| Material supplied |
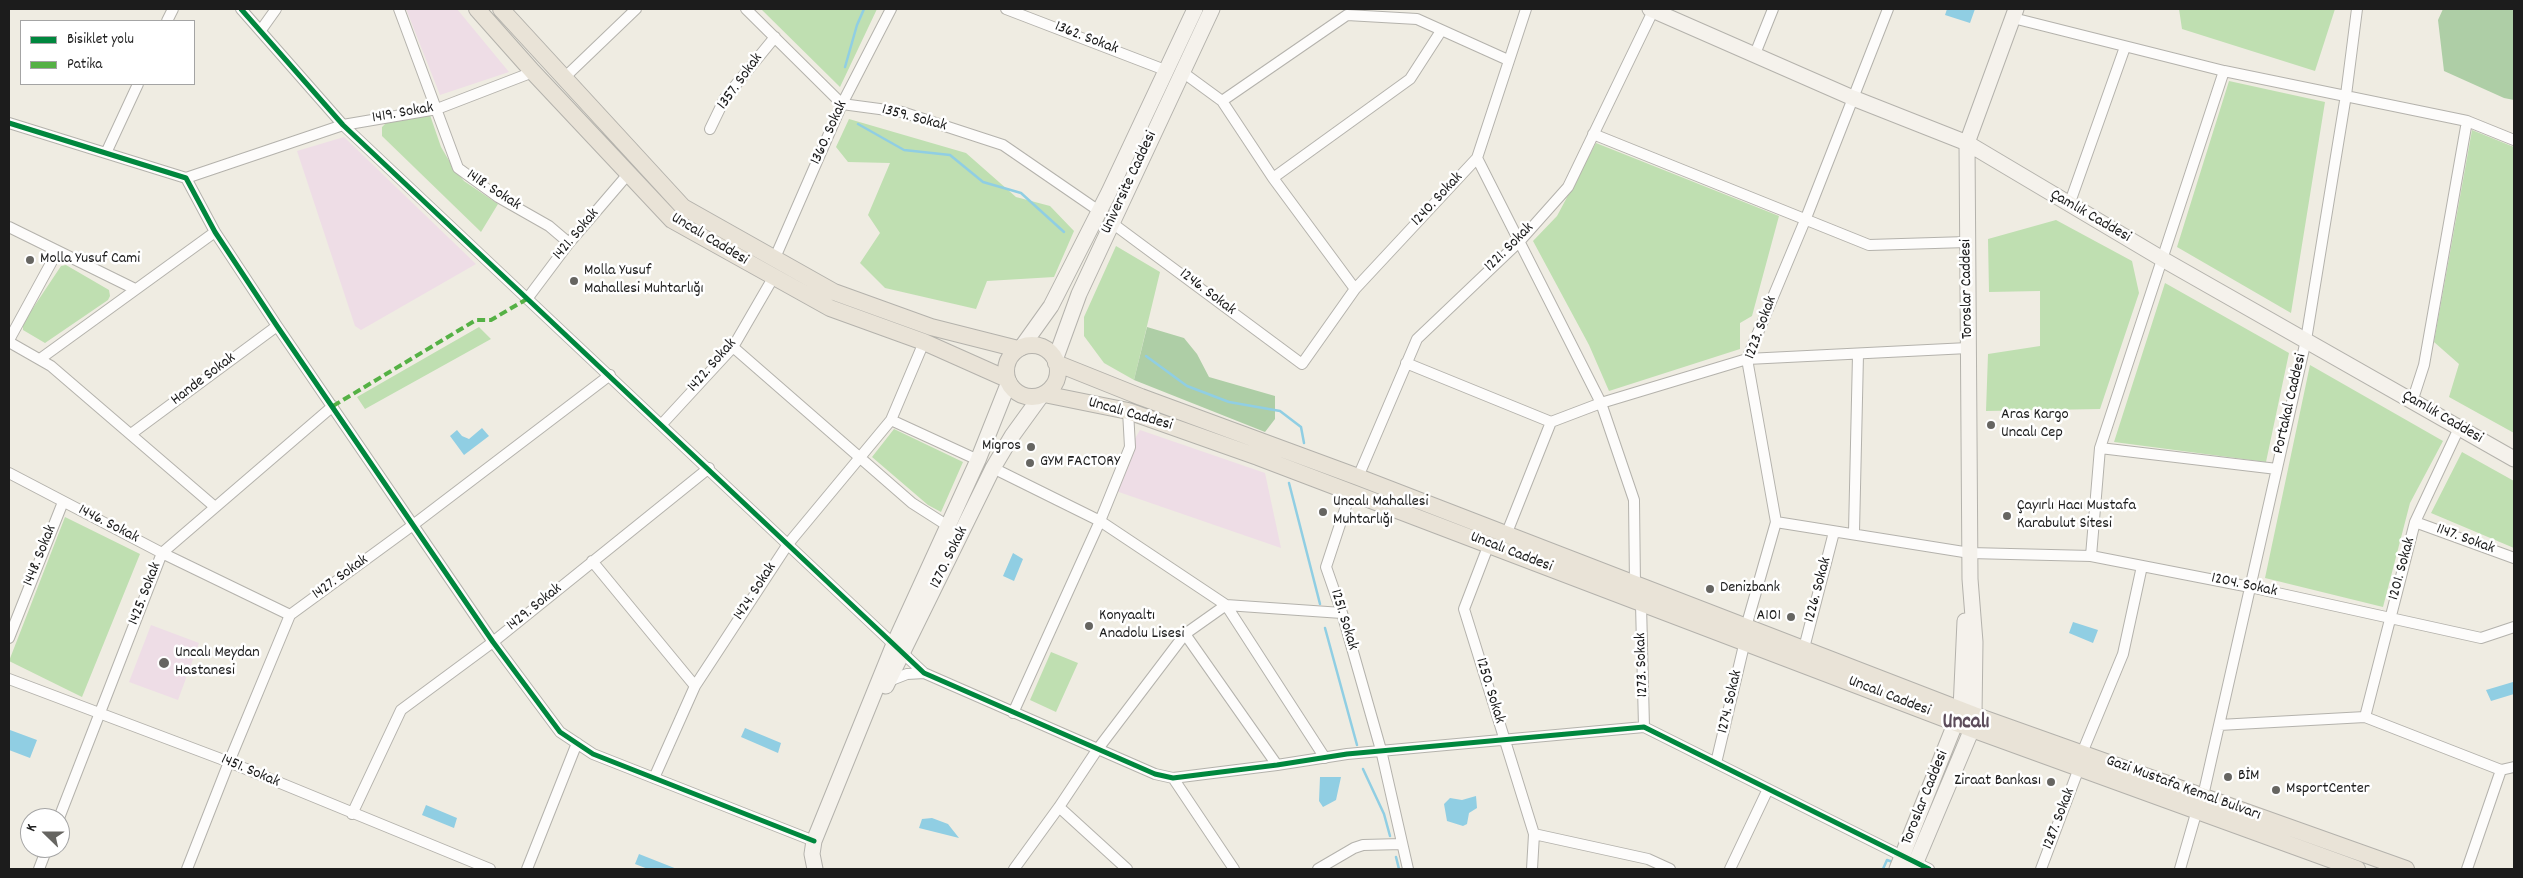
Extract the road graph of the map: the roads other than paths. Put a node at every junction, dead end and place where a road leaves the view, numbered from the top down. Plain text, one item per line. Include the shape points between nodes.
1 (241, 9) edge
2 (276, 9) edge
3 (399, 9) edge
4 (477, 9) edge
5 (501, 9) edge
6 (636, 9) edge
7 (746, 9) edge
8 (891, 9) edge
9 (1006, 9) edge
10 (1040, 9) edge
11 (1195, 9) edge
12 (1212, 9) edge
13 (1526, 9) edge
14 (1652, 9) edge
15 (1773, 9) edge
16 (1888, 9) edge
17 (2357, 9) edge
18 (2014, 13) edge
19 (1035, 19) junction
20 (261, 30) junction
21 (1441, 31) junction
22 (775, 37) junction
23 (2125, 48) junction
24 (1755, 54) junction
25 (1508, 60) junction
26 (1165, 70) junction
27 (1181, 71) junction
28 (2224, 71) junction
29 (532, 72) junction
30 (563, 78) junction
31 (138, 85) edge
32 (2346, 95) junction
33 (1853, 98) junction
34 (1222, 102) junction
35 (842, 104) junction
36 (437, 109) junction
37 (2468, 121) junction
38 (9, 123) edge
39 (343, 125) junction
40 (710, 129) dead end
41 (1593, 134) junction
42 (2514, 140) edge
43 (1966, 143) junction
44 (106, 153) junction
45 (1477, 158) junction
46 (629, 173) junction
47 (186, 178) junction
48 (1274, 178) junction
49 (2068, 205) junction
50 (1099, 211) junction
51 (1806, 218) junction
52 (1112, 223) junction
53 (9, 227) edge
54 (215, 232) junction
55 (1519, 242) junction
56 (1967, 242) junction
57 (569, 243) junction
58 (57, 252) junction
59 (774, 260) junction
60 (2164, 260) junction
61 (773, 278) junction
62 (135, 289) junction
63 (1355, 290) junction
64 (527, 299) junction
65 (277, 326) junction
66 (2306, 340) junction
67 (9, 341) edge
68 (924, 342) junction
69 (733, 347) junction
70 (1968, 348) junction
71 (1020, 349) junction
72 (1858, 355) junction
73 (40, 359) junction
74 (1746, 360) junction
75 (1056, 361) junction
76 (1406, 363) junction
77 (1302, 364) joint
78 (610, 375) junction
79 (1008, 381) junction
80 (1042, 395) junction
81 (2412, 402) junction
82 (1601, 404) junction
83 (333, 406) junction
84 (1128, 412) junction
85 (891, 420) junction
86 (1551, 422) junction
87 (662, 424) junction
88 (2459, 428) junction
89 (131, 434) junction
90 (2100, 448) junction
91 (860, 456) junction
92 (2514, 459) edge
93 (978, 460) junction
94 (709, 468) junction
95 (993, 468) junction
96 (2277, 469) junction
97 (9, 473) edge
98 (1354, 484) junction
99 (63, 502) junction
100 (215, 507) junction
101 (1100, 520) junction
102 (1776, 522) junction
103 (2415, 522) junction
104 (413, 526) junction
105 (948, 526) junction
106 (1834, 532) junction
107 (1854, 532) junction
108 (1506, 535) junction
109 (788, 544) junction
110 (1489, 544) junction
111 (162, 552) junction
112 (1970, 552) junction
113 (2091, 556) junction
114 (2514, 558) edge
115 (592, 561) junction
116 (2142, 566) junction
117 (1635, 585) junction
118 (2250, 587) junction
119 (1641, 604) junction
120 (1226, 605) junction
121 (1342, 613) junction
122 (290, 615) junction
123 (2390, 618) junction
124 (2514, 627) edge
125 (1185, 634) junction
126 (1746, 634) junction
127 (9, 638) edge
128 (493, 642) junction
129 (899, 648) junction
130 (1804, 648) junction
131 (924, 673) junction
132 (9, 679) edge
133 (889, 681) junction
134 (695, 686) junction
135 (101, 713) junction
136 (1013, 713) junction
137 (2365, 717) junction
138 (1966, 719) junction
139 (863, 723) junction
140 (2219, 725) junction
141 (1644, 727) junction
142 (1504, 739) junction
143 (577, 744) junction
144 (1097, 750) junction
145 (1381, 750) junction
146 (1325, 758) junction
147 (2081, 760) junction
148 (229, 762) junction
149 (1716, 763) junction
150 (1277, 765) junction
151 (2514, 767) edge
152 (2500, 770) junction
153 (654, 778) junction
154 (1173, 778) junction
155 (1768, 789) junction
156 (2200, 803) junction
157 (1059, 807) junction
158 (63, 808) edge
159 (352, 814) junction
160 (1534, 834) junction
161 (814, 841) junction
162 (1402, 844) junction
163 (1911, 865) edge
164 (188, 869) edge
165 (490, 869) edge
166 (527, 869) edge
167 (815, 869) edge
168 (1014, 869) edge
169 (1127, 869) edge
170 (1234, 869) edge
171 (1318, 869) edge
172 (1408, 869) edge
173 (1532, 869) edge
174 (1670, 869) edge
175 (1730, 869) edge
176 (2041, 869) edge
177 (2180, 869) edge
178 (2357, 869) edge
179 (2406, 869) edge
180 (2467, 869) edge

1 - 20 street
2 - 20 street
3 - 36 street, 1418. Sokak
4 - 29 main road, Uncalı Caddesi
5 - 30 main road, Uncalı Caddesi
6 - 30 street
7 - 22 street
8 - 35 street, 1360. Sokak
9 - 19 street, 1362. Sokak
10 - 19 street
11 - 26 street, Universite Caddesi
12 - 27 street, Universite Caddesi
13 - 25 street, 1240. Sokak
14 - 24 street, Çamlık Caddesi
14 - 41 street, 1221. Sokak
15 - 24 street
16 - 33 street, 1223. Sokak
17 - 32 street, Portakal Caddesi
18 - 23 street
18 - 43 street, Toroslar Caddesi
19 - 26 street, 1362. Sokak
20 - 39 street
21 - 25 street
21 - 34 street via 1417,19 1347,15
21 - 48 street via 1410,79
22 - 35 street
22 - 40 street, 1357. Sokak via 725,98
23 - 28 street
23 - 49 street
24 - 33 street, Çamlık Caddesi
25 - 45 street, 1240. Sokak
26 - 50 street, Universite Caddesi
27 - 34 street
27 - 52 street, Universite Caddesi
28 - 32 street
28 - 60 street
29 - 36 street, 1419. Sokak
29 - 46 main road, Uncalı Caddesi
30 - 59 main road, Uncalı Caddesi via 683,207
31 - 44 street
32 - 37 street
32 - 66 street, Portakal Caddesi
33 - 43 street, Çamlık Caddesi
33 - 51 street, 1223. Sokak
34 - 48 street
35 - 50 street, 1359. Sokak via 902,112 1003,145
35 - 59 street, 1360. Sokak
36 - 39 street, 1419. Sokak
36 - 57 street, 1418. Sokak via 458,168 498,197 549,226
37 - 42 street
37 - 81 street via 2424,365
38 - 44 street
39 - 47 street, 1419. Sokak
39 - 64 street
41 - 51 street
41 - 55 street, 1221. Sokak via 1568,187
43 - 49 street, Çamlık Caddesi
43 - 56 street, Toroslar Caddesi
44 - 47 street
45 - 55 street
45 - 63 street, 1240. Sokak
46 - 57 street, 1421. Sokak
46 - 61 main road, Uncalı Caddesi via 672,220
47 - 54 street
48 - 63 street
49 - 60 street, Çamlık Caddesi
50 - 71 street, Universite Caddesi via 1051,306
51 - 56 street via 1869,245
51 - 74 street, 1223. Sokak
52 - 75 street, Universite Caddesi via 1079,294
52 - 77 street, 1246. Sokak
53 - 58 street
54 - 62 street
54 - 65 street
55 - 76 street, 1221. Sokak via 1417,339
55 - 82 street
56 - 70 street, Toroslar Caddesi
57 - 64 street, 1421. Sokak
58 - 62 street
58 - 67 street
59 - 71 main road, Uncalı Caddesi via 834,292 931,327
60 - 66 street, Çamlık Caddesi
60 - 90 street
61 - 68 main road, Uncalı Caddesi via 830,308
61 - 69 street, 1422. Sokak
62 - 73 street
63 - 77 street, 1240. Sokak
64 - 78 street
65 - 83 street
65 - 89 street, Hande Sokak
66 - 81 street, Çamlık Caddesi
66 - 96 street, Portakal Caddesi
67 - 73 street
68 - 79 main road, Uncalı Caddesi
68 - 85 street, 1424. Sokak
69 - 87 street, 1422. Sokak
69 - 91 street
70 - 72 street
70 - 112 street, Toroslar Caddesi
71 - 75 main road via 1043,348
71 - 79 main road via 1008,362
72 - 74 street
72 - 107 street
73 - 89 street
74 - 82 street
74 - 102 street, 1223. Sokak
75 - 80 main road via 1054,384
75 - 98 main road, Uncalı Caddesi
76 - 86 street
76 - 98 street, 1221. Sokak
78 - 87 street
78 - 104 street, 1427. Sokak
79 - 80 main road via 1017,393
79 - 93 street, 1270. Sokak
80 - 84 main road, Uncalı Caddesi
80 - 95 street, 1270. Sokak
81 - 88 street, Çamlık Caddesi
82 - 86 street
82 - 117 street via 1634,500
83 - 100 street, 1425. Sokak
83 - 104 street
84 - 98 main road, Uncalı Caddesi
84 - 101 street via 1130,446
85 - 91 street, 1424. Sokak
85 - 93 street
86 - 108 street
87 - 94 street
88 - 92 street, Çamlık Caddesi
88 - 103 street, 1201. Sokak
89 - 100 street
90 - 96 street
90 - 113 street
91 - 105 street via 912,502
91 - 109 street, 1424. Sokak
93 - 105 street, 1270. Sokak
94 - 109 street
94 - 115 street, 1429. Sokak
95 - 101 street
95 - 129 street, 1270. Sokak
96 - 118 street, Portakal Caddesi
97 - 99 street, 1446. Sokak
98 - 108 main road, Uncalı Caddesi
98 - 110 main road, Uncalı Caddesi
98 - 121 street, 1251. Sokak via 1326,567
99 - 111 street, 1446. Sokak
99 - 127 street, 1448. Sokak
100 - 111 street, 1425. Sokak
101 - 120 street
101 - 136 street
102 - 106 street, 1204. Sokak
102 - 126 street, 1223. Sokak
103 - 114 street, 1147. Sokak
103 - 123 street, 1201. Sokak
104 - 122 street, 1427. Sokak
104 - 128 street
105 - 129 street, 1270. Sokak
106 - 107 street, 1204. Sokak
106 - 130 street, 1226. Sokak
107 - 112 street, 1204. Sokak
108 - 117 main road, Uncalı Caddesi
109 - 129 street
109 - 134 street, 1424. Sokak
110 - 119 main road, Uncalı Caddesi
110 - 142 street, 1250. Sokak via 1464,609
111 - 122 street, 1446. Sokak
111 - 135 street, 1425. Sokak
112 - 113 street, 1204. Sokak
112 - 138 street, Toroslar Caddesi via 1975,642
113 - 116 street, 1204. Sokak
115 - 128 street, 1429. Sokak
115 - 134 street
116 - 118 street, 1204. Sokak
116 - 147 street, 1287. Sokak via 2123,654
117 - 126 main road, Uncalı Caddesi
118 - 123 street, 1204. Sokak
118 - 140 street, Portakal Caddesi
119 - 126 main road, Uncalı Caddesi
119 - 141 street, 1273. Sokak
120 - 121 street
120 - 125 street
120 - 146 street
121 - 145 street, 1251. Sokak
122 - 148 street
123 - 124 street, 1204. Sokak via 2481,638
123 - 137 street, 1201. Sokak
125 - 144 street
125 - 150 street
126 - 130 main road, Uncalı Caddesi
126 - 138 main road, Uncalı Caddesi
126 - 149 street, 1274. Sokak
128 - 143 street via 560,732
128 - 159 street, 1429. Sokak via 401,710
129 - 131 street
129 - 133 street, 1270. Sokak
129 - 139 street, 1270. Sokak
130 - 138 main road, Uncalı Caddesi
131 - 133 street via 907,674
131 - 136 street
132 - 135 street, 1451. Sokak
133 - 139 street, 1270. Sokak
134 - 153 street, 1424. Sokak
135 - 148 street, 1451. Sokak
135 - 158 street, 1425. Sokak
136 - 144 street
137 - 140 street
137 - 152 street
138 - 147 main road, Gazi Mustafa Kemal Bulvarı
138 - 163 street, Toroslar Caddesi
139 - 161 street, 1270. Sokak
140 - 156 street, Portakal Caddesi
141 - 142 street
141 - 149 street
142 - 145 street
142 - 160 street, 1250. Sokak
143 - 153 street via 593,754
143 - 166 street
144 - 154 street
144 - 157 street
145 - 146 street
145 - 162 street
146 - 150 street
147 - 156 main road, Gazi Mustafa Kemal Bulvarı
147 - 176 street, 1287. Sokak
148 - 159 street, 1451. Sokak
148 - 164 street
149 - 155 street
150 - 154 street
151 - 152 street
152 - 180 street
153 - 161 street
154 - 170 street
155 - 163 street
155 - 175 street
156 - 177 street, Portakal Caddesi
156 - 178 main road, Gazi Mustafa Kemal Bulvarı
156 - 179 main road, Gazi Mustafa Kemal Bulvarı
157 - 168 street
157 - 169 street
159 - 165 street, 1451. Sokak
160 - 173 street, 1250. Sokak
160 - 174 street via 1648,859
161 - 167 street, 1270. Sokak
162 - 171 street via 1363,845
162 - 172 street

| What you need to do |
Scan the entries for the word "Bulvarı". Report each line that has it.

| Answer section |
138 - 147 main road, Gazi Mustafa Kemal Bulvarı
147 - 156 main road, Gazi Mustafa Kemal Bulvarı
156 - 178 main road, Gazi Mustafa Kemal Bulvarı
156 - 179 main road, Gazi Mustafa Kemal Bulvarı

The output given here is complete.